[Collected data entries]

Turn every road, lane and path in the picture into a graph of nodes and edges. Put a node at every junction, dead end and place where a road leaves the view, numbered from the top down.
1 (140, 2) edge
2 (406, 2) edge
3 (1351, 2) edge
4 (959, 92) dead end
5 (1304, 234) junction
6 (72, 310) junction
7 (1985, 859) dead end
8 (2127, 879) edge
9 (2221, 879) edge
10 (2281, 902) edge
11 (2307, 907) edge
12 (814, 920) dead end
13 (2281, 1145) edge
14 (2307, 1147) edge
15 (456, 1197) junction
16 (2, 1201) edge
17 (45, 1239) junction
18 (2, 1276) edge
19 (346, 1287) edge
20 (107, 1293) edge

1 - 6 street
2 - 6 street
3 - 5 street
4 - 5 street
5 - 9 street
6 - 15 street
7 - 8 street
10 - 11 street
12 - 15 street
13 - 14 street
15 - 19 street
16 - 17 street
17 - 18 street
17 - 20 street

▶ _GOAL OF THE EXERCISE_
Every line above should be transcribed exactly.

▶ _RESULT OF THIS EXERCISE_
Turn every road, lane and path in the picture into a graph of nodes and edges. Put a node at every junction, dead end and place where a road leaves the view, numbered from the top down.
1 (140, 2) edge
2 (406, 2) edge
3 (1351, 2) edge
4 (959, 92) dead end
5 (1304, 234) junction
6 (72, 310) junction
7 (1985, 859) dead end
8 (2127, 879) edge
9 (2221, 879) edge
10 (2281, 902) edge
11 (2307, 907) edge
12 (814, 920) dead end
13 (2281, 1145) edge
14 (2307, 1147) edge
15 (456, 1197) junction
16 (2, 1201) edge
17 (45, 1239) junction
18 (2, 1276) edge
19 (346, 1287) edge
20 (107, 1293) edge

1 - 6 street
2 - 6 street
3 - 5 street
4 - 5 street
5 - 9 street
6 - 15 street
7 - 8 street
10 - 11 street
12 - 15 street
13 - 14 street
15 - 19 street
16 - 17 street
17 - 18 street
17 - 20 street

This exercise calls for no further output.